Politik/Ausland

Afghanistan: Taliban bereiten sich auf Regierungsbildung vor

Mit dem bevorstehenden Ende der US-Evakuierungen bereiten sich die radikal-islamischen Taliban auf den Aufbau einer Regierung in Afghanistan vor. In den nächsten Tagen wollten sie das vollständige Kabinett bekannt geben, sagte ein Taliban-Sprecher am Samstag. Vertreter von wichtigen Behörden wie dem Gesundheits- und Bildungsministerium sowie der Zentralbank seien bereits ernannt worden. Stammesführer und regionale Herrscher forderten indes eine Beteiligung an der Regierung.

Eine Gruppe afghanischer Führer, darunter zwei regionale Machthaber, wolle sich deswegen in den nächsten Wochen mit Vertretern der Islamisten treffen, sagte Chalid Nur, Sohn von Atta Mohammad Nur, dem einst mächtigen Gouverneur der nordafghanischen Provinz Balkh. Nach seinen Angaben besteht die Gruppe aus dem usbekischen Führer Abdul Rashid Dostum und anderen, die gegen die alleinige Machtübernahme durch die Taliban seien.

"Wir ziehen es vor, gemeinsam zu verhandeln, weil das Problem Afghanistans nicht von einem von uns allein gelöst werden kann", sagte Chalid Nur Reuters von einem ungenannten Ort aus. Atta Nur und Dostum, Veteranen im vier Jahrzehnte währenden Konflikt in Afghanistan, flohen aus dem Land, als Masar-i-Sharif an die Taliban fiel.

Es sei wichtig, dass insbesondere die traditionellen Führer in die Regierungsbildung einbezogen würden, sagte Chalid Nur. Der 27-Jährige warnte vor einem Scheitern der Verhandlungen mit den Taliban. Denn dann würde sich die Gruppe auf den bewaffneten Widerstand gegen die Taliban vorbereiten. "Eine Kapitulation kommt für uns nicht in Frage."

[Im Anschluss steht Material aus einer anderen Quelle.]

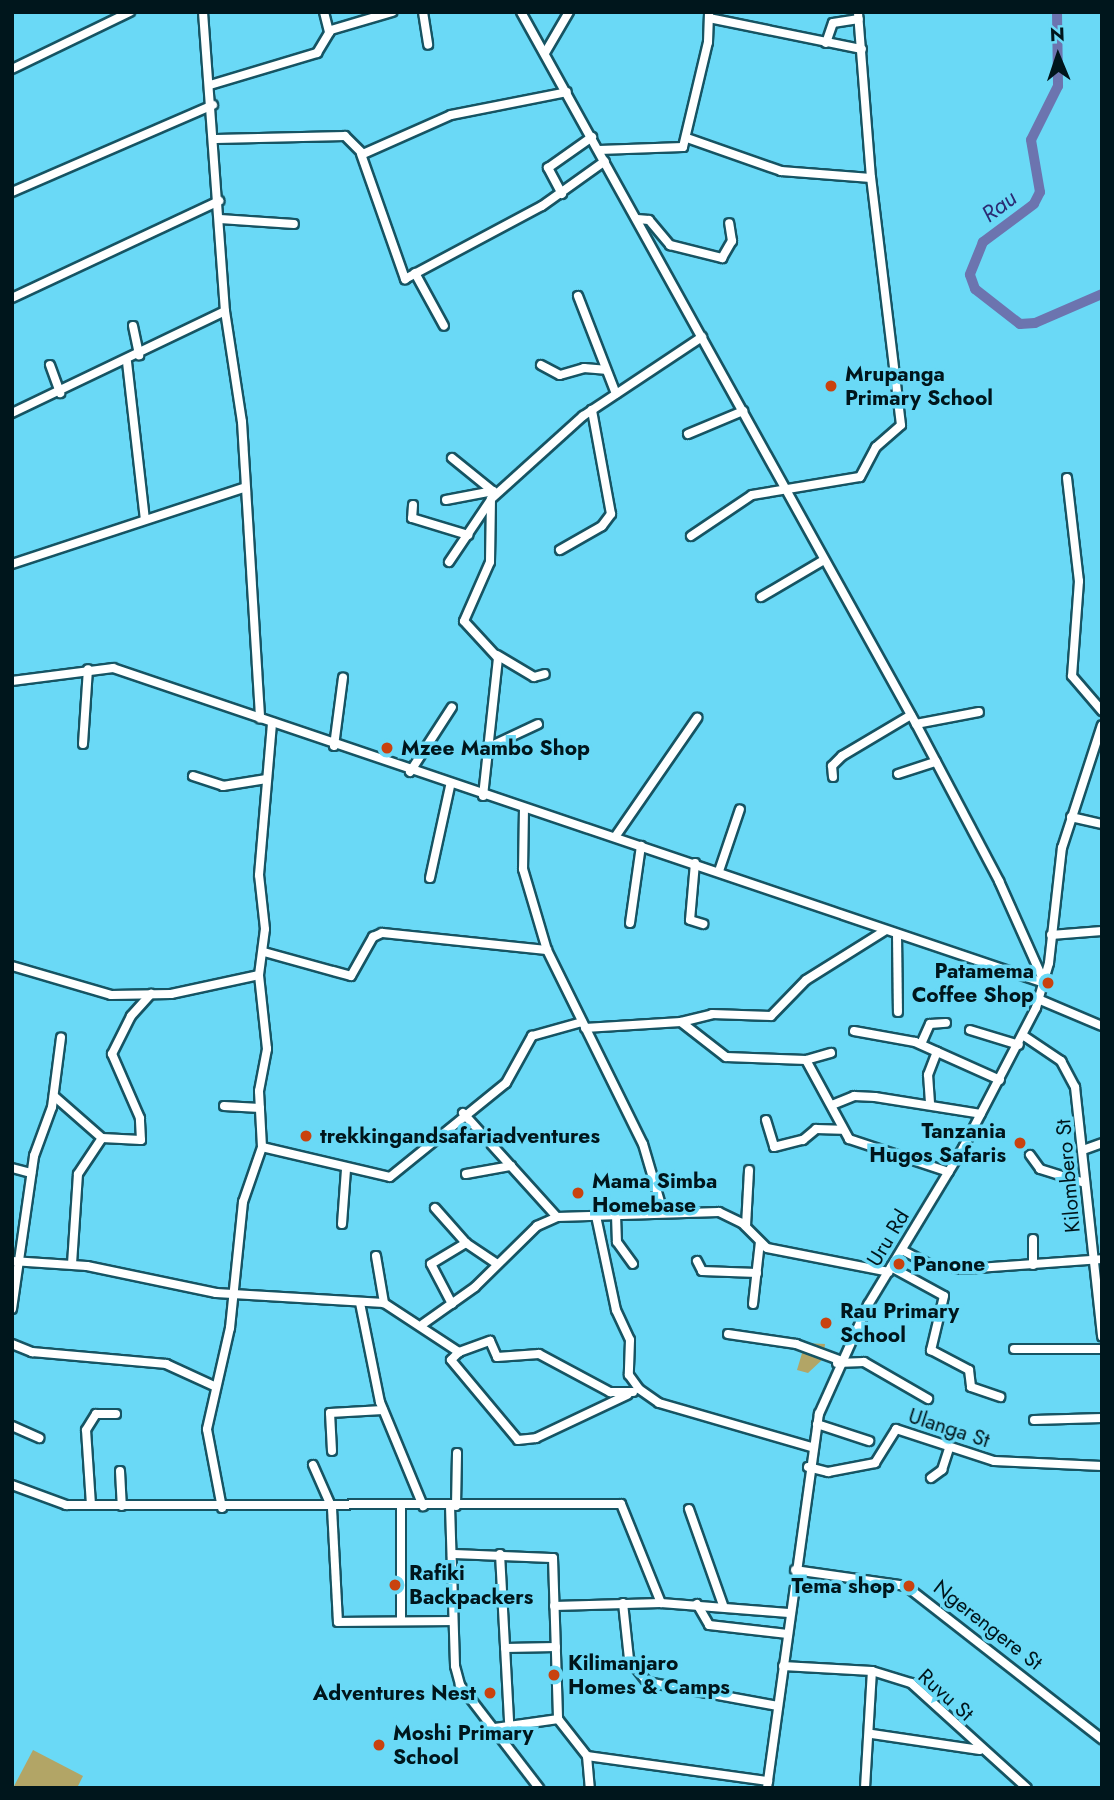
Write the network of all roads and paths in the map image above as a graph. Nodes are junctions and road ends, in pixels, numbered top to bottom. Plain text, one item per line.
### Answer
1 (130, 12) edge
2 (202, 12) edge
3 (324, 12) edge
4 (392, 12) edge
5 (423, 12) edge
6 (521, 12) edge
7 (569, 12) edge
8 (709, 15) edge
9 (858, 16) edge
10 (329, 32) junction
11 (826, 43) junction
12 (428, 45) dead end
13 (862, 49) junction
14 (545, 53) junction
15 (12, 69) edge
16 (210, 85) junction
17 (567, 92) junction
18 (213, 105) junction
19 (592, 136) junction
20 (687, 138) junction
21 (216, 139) junction
22 (599, 150) junction
23 (361, 154) junction
24 (605, 161) junction
25 (871, 178) junction
26 (12, 192) edge
27 (562, 194) junction
28 (219, 201) junction
29 (220, 219) junction
30 (638, 219) junction
31 (729, 223) dead end
32 (294, 225) dead end
33 (415, 274) junction
34 (578, 296) dead end
35 (12, 298) edge
36 (225, 311) junction
37 (133, 326) dead end
38 (444, 326) dead end
39 (702, 337) junction
40 (139, 355) junction
41 (127, 362) junction
42 (50, 365) dead end
43 (541, 365) dead end
44 (605, 370) junction
45 (61, 393) junction
46 (616, 394) junction
47 (592, 410) junction
48 (743, 411) junction
49 (12, 414) edge
50 (688, 435) dead end
51 (452, 458) dead end
52 (1067, 478) dead end
53 (784, 486) junction
54 (243, 488) junction
55 (493, 495) junction
56 (446, 500) dead end
57 (413, 505) dead end
58 (145, 519) junction
59 (468, 535) junction
60 (691, 536) dead end
61 (560, 550) dead end
62 (824, 560) junction
63 (449, 562) dead end
64 (12, 564) edge
65 (761, 597) dead end
66 (497, 655) junction
67 (88, 669) junction
68 (545, 674) dead end
69 (343, 678) dead end
70 (12, 681) edge
71 (452, 707) dead end
72 (1102, 711) edge
73 (979, 712) dead end
74 (911, 715) junction
75 (260, 718) junction
76 (697, 719) dead end
77 (272, 723) junction
78 (538, 724) dead end
79 (916, 724) junction
80 (1102, 726) edge
81 (83, 744) dead end
82 (334, 746) junction
83 (489, 747) junction
84 (936, 762) junction
85 (410, 772) junction
86 (898, 774) dead end
87 (193, 776) dead end
88 (832, 778) dead end
89 (266, 779) junction
90 (450, 786) junction
91 (483, 796) junction
92 (524, 808) junction
93 (740, 809) dead end
94 (1071, 817) junction
95 (1102, 824) edge
96 (615, 837) junction
97 (641, 846) junction
98 (695, 863) junction
99 (719, 871) junction
100 (430, 878) dead end
101 (630, 923) dead end
102 (703, 924) dead end
103 (886, 930) junction
104 (1102, 931) edge
105 (897, 934) junction
106 (1051, 935) junction
107 (547, 950) junction
108 (264, 952) junction
109 (12, 966) edge
110 (258, 975) junction
111 (1042, 979) junction
112 (151, 994) junction
113 (1038, 999) junction
114 (898, 1012) dead end
115 (681, 1022) junction
116 (946, 1023) dead end
117 (583, 1025) junction
118 (1102, 1026) edge
119 (970, 1030) dead end
120 (853, 1031) dead end
121 (1024, 1036) junction
122 (61, 1038) dead end
123 (921, 1044) junction
124 (1019, 1045) junction
125 (937, 1052) junction
126 (831, 1053) dead end
127 (806, 1060) junction
128 (1000, 1080) junction
129 (54, 1096) junction
130 (930, 1102) junction
131 (832, 1105) junction
132 (224, 1106) dead end
133 (260, 1108) junction
134 (463, 1113) junction
135 (981, 1114) junction
136 (766, 1121) dead end
137 (841, 1130) junction
138 (102, 1138) junction
139 (1102, 1143) edge
140 (262, 1147) junction
141 (1083, 1150) junction
142 (1030, 1155) dead end
143 (511, 1166) junction
144 (12, 1168) edge
145 (346, 1169) junction
146 (749, 1170) dead end
147 (949, 1172) junction
148 (31, 1173) junction
149 (466, 1174) dead end
150 (1085, 1182) junction
151 (435, 1208) dead end
152 (663, 1212) junction
153 (616, 1215) junction
154 (596, 1216) junction
155 (557, 1217) junction
156 (342, 1224) dead end
157 (746, 1226) junction
158 (1033, 1239) dead end
159 (760, 1242) junction
160 (466, 1243) junction
161 (902, 1250) junction
162 (376, 1256) dead end
163 (1098, 1258) edge
164 (697, 1261) dead end
165 (16, 1262) edge
166 (72, 1264) junction
167 (497, 1264) junction
168 (632, 1264) dead end
169 (1033, 1265) junction
170 (890, 1269) junction
171 (757, 1273) junction
172 (232, 1294) junction
173 (360, 1303) junction
174 (384, 1303) junction
175 (452, 1304) junction
176 (753, 1304) dead end
177 (12, 1309) edge
178 (423, 1324) junction
179 (728, 1334) dead end
180 (1102, 1337) edge
181 (12, 1344) edge
182 (1014, 1349) dead end
183 (1102, 1349) edge
184 (459, 1352) junction
185 (838, 1362) junction
186 (216, 1387) junction
187 (636, 1391) junction
188 (1000, 1398) dead end
189 (928, 1399) dead end
190 (383, 1409) junction
191 (116, 1414) dead end
192 (1102, 1418) edge
193 (1034, 1420) dead end
194 (817, 1424) junction
195 (12, 1426) edge
196 (39, 1438) dead end
197 (869, 1441) dead end
198 (811, 1447) junction
199 (949, 1448) junction
200 (332, 1451) dead end
201 (457, 1453) dead end
202 (313, 1465) dead end
203 (1102, 1466) edge
204 (808, 1467) junction
205 (120, 1471) dead end
206 (931, 1478) dead end
207 (12, 1485) edge
208 (91, 1505) junction
209 (122, 1506) junction
210 (401, 1506) junction
211 (423, 1506) junction
212 (453, 1506) junction
213 (332, 1507) junction
214 (222, 1508) junction
215 (689, 1509) dead end
216 (452, 1554) junction
217 (500, 1554) junction
218 (794, 1570) junction
219 (623, 1603) junction
220 (661, 1603) junction
221 (697, 1604) junction
222 (723, 1605) junction
223 (554, 1606) junction
224 (789, 1613) junction
225 (401, 1621) junction
226 (453, 1621) junction
227 (787, 1634) junction
228 (556, 1647) junction
229 (505, 1648) junction
230 (783, 1666) junction
231 (872, 1671) junction
232 (778, 1706) junction
233 (558, 1719) junction
234 (509, 1722) junction
235 (495, 1728) junction
236 (872, 1734) junction
237 (1102, 1739) edge
238 (981, 1750) junction
239 (587, 1756) junction
240 (767, 1784) edge
241 (539, 1788) edge
242 (590, 1788) edge
243 (864, 1788) edge
244 (1027, 1788) edge

1 - 15 street
2 - 16 street
3 - 10 street
4 - 10 street
5 - 12 street
6 - 14 street
7 - 14 street
8 - 11 street
8 - 20 street
9 - 11 street
9 - 13 street
10 - 16 street
11 - 13 street
13 - 25 street
14 - 17 street
16 - 18 street
17 - 19 street
17 - 23 street
18 - 21 street
18 - 26 street
19 - 22 street
19 - 27 street
20 - 22 street
20 - 25 street
21 - 23 street
21 - 28 street
22 - 24 street
23 - 33 street
24 - 27 street
24 - 30 street
25 - 53 street
27 - 33 street
28 - 29 street
28 - 35 street
29 - 32 street
29 - 36 street
30 - 31 street
30 - 39 street
33 - 38 street
34 - 44 street
36 - 40 street
36 - 54 street
37 - 40 street
39 - 46 street
39 - 48 street
40 - 41 street
41 - 45 street
41 - 58 street
42 - 45 street
43 - 44 street
44 - 46 street
45 - 49 street
46 - 47 street
47 - 55 street
47 - 61 street
48 - 50 street
48 - 53 street
51 - 55 street
52 - 72 street
53 - 60 street
53 - 62 street
54 - 58 street
54 - 75 street
55 - 56 street
55 - 59 street
55 - 66 street
57 - 59 street
58 - 64 street
59 - 63 street
62 - 65 street
62 - 74 street
66 - 68 street
66 - 83 street
67 - 70 street
67 - 75 street
67 - 81 street
69 - 82 street
71 - 85 street
73 - 79 street
74 - 79 street
74 - 88 street
75 - 77 street
76 - 96 street
77 - 82 street
77 - 89 street
78 - 83 street
79 - 84 street
80 - 94 street, Uru Rd
82 - 85 street
83 - 91 street
84 - 86 street
84 - 111 street
85 - 90 street
87 - 89 street
89 - 108 street
90 - 91 street
90 - 100 street
91 - 92 street
92 - 96 street
92 - 107 street
93 - 99 street
94 - 95 street
94 - 106 street, Uru Rd
96 - 97 street
97 - 98 street
97 - 101 street
98 - 99 street
98 - 102 street
99 - 103 street
103 - 105 street
103 - 115 street
104 - 106 street
105 - 111 street
105 - 114 street
106 - 111 street, Uru Rd
107 - 108 street
107 - 117 street
108 - 110 street
109 - 112 street
110 - 112 street
110 - 133 street
111 - 113 street, Uru Rd
112 - 138 street
113 - 118 street
113 - 121 street, Uru Rd
115 - 117 street
115 - 127 street
116 - 123 street
117 - 134 street
117 - 152 street
119 - 124 street
120 - 123 street
121 - 124 street, Uru Rd
121 - 141 street, Kilombero St
122 - 129 street
123 - 125 street
124 - 128 street, Uru Rd
125 - 128 street
125 - 130 street
126 - 127 street
127 - 131 street
128 - 135 street, Uru Rd
129 - 138 street
129 - 148 street
130 - 131 street
130 - 135 street
131 - 137 street
132 - 133 street
133 - 140 street
134 - 143 street
134 - 145 street
135 - 147 street, Uru Rd
136 - 137 street
137 - 147 street
138 - 166 street
139 - 141 street
140 - 145 street
140 - 172 street
141 - 150 street, Kilombero St
142 - 150 street
143 - 149 street
143 - 155 street
144 - 148 street
145 - 156 street
146 - 157 street
147 - 161 street, Uru Rd
148 - 165 street
150 - 163 street, Kilombero St
151 - 160 street
152 - 153 street
152 - 157 street
153 - 154 street
153 - 168 street
154 - 155 street
154 - 187 street
155 - 167 street
157 - 159 street
158 - 169 street
159 - 170 street
159 - 171 street
160 - 167 street
160 - 175 street
161 - 169 street
161 - 170 street, Uru Rd
162 - 174 street
163 - 169 street
163 - 180 street, Kilombero St
164 - 171 street
165 - 166 street
165 - 177 street
166 - 172 street
167 - 175 street
170 - 185 street, Uru Rd
170 - 188 street
171 - 176 street
172 - 173 street
172 - 186 street
173 - 174 street
173 - 190 street
174 - 178 street
175 - 178 street
178 - 184 street
179 - 185 street
181 - 186 street
182 - 183 street
184 - 187 street
184 - 187 street
185 - 189 street
185 - 194 street, Uru Rd
186 - 214 street
187 - 198 street
190 - 200 street
190 - 211 street
191 - 208 street
192 - 193 street
194 - 197 street
194 - 198 street, Uru Rd
195 - 196 street
198 - 204 street, Uru Rd
199 - 203 street, Ulanga St
199 - 204 street, Ulanga St
199 - 206 street
201 - 212 street
202 - 213 street
204 - 218 street, Uru Rd
205 - 209 street
207 - 208 street
208 - 209 street
209 - 214 street
210 - 211 street
210 - 213 street
210 - 225 street
211 - 212 street
212 - 216 street
212 - 220 street
213 - 214 street
213 - 225 street
215 - 222 street
216 - 217 street
216 - 226 street
217 - 223 street
217 - 229 street
218 - 224 street, Uru Rd
218 - 237 street, Ngerengere St
219 - 220 street
219 - 223 street
219 - 232 street
220 - 221 street
221 - 222 street
221 - 227 street
222 - 224 street
223 - 228 street
224 - 227 street, Uru Rd
225 - 226 street
226 - 235 street
227 - 230 street, Uru Rd
228 - 229 street
228 - 233 street
229 - 234 street
230 - 231 street, Ruvu St
230 - 232 street, Uru Rd
231 - 236 street
231 - 238 street, Ruvu St
232 - 240 street, Uru Rd
233 - 234 street
233 - 239 street
234 - 235 street
235 - 241 street
236 - 238 street
236 - 243 street
238 - 244 street, Ruvu St
239 - 240 street
239 - 242 street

Widerstand gegen die Taliban

Der Sohn eines der wichtigsten Anführers im Krieg gegen die sowjetische Besetzung in den 80er Jahren, Ahmad Massoud, hatte vor zwei Wochen Widerstand gegen die Taliban angekündigt. Massoud herrscht über das Panjir-Tal, eine Hochburg der Tadschiken nordöstlich von Kabul. Auch er hofft auf eine Regierungsbeteiligung.

Es ist unklar, wie groß die Unterstützung in der Bevölkerung für Anführer wie Atta Nur, der als korrupt gilt, und Dostum, dem Folter und Brutalität vorgeworfen werden, ist. Die Vorstöße sind jedoch ein Zeichen dafür, dass die traditionellen Machthaber des Landes nach dem Sieg der Taliban wieder aktiv werden. Viele Experten sind der Meinung, dass es für jede Organisation schwierig sein wird, Afghanistan auf Dauer zu regieren, ohne dass ein Konsens zwischen den verschiedenen Ethnien des Landes besteht.

Die Taliban seien gegenwärtig wegen ihres Sieges "sehr, sehr arrogant", sagte Nur. "Wir gehen jedoch davon aus, dass sie das Risiko kennen, so zu regieren, wie sie es zuvor getan haben", sagte er mit Blick auf die Ausgrenzung ethnischer Minderheiten während der Taliban-Herrschaft in den 1990er Jahren. "Die Geschichte hat gezeigt, dass niemand in Afghanistan mit Gewalt regieren kann, das ist unmöglich."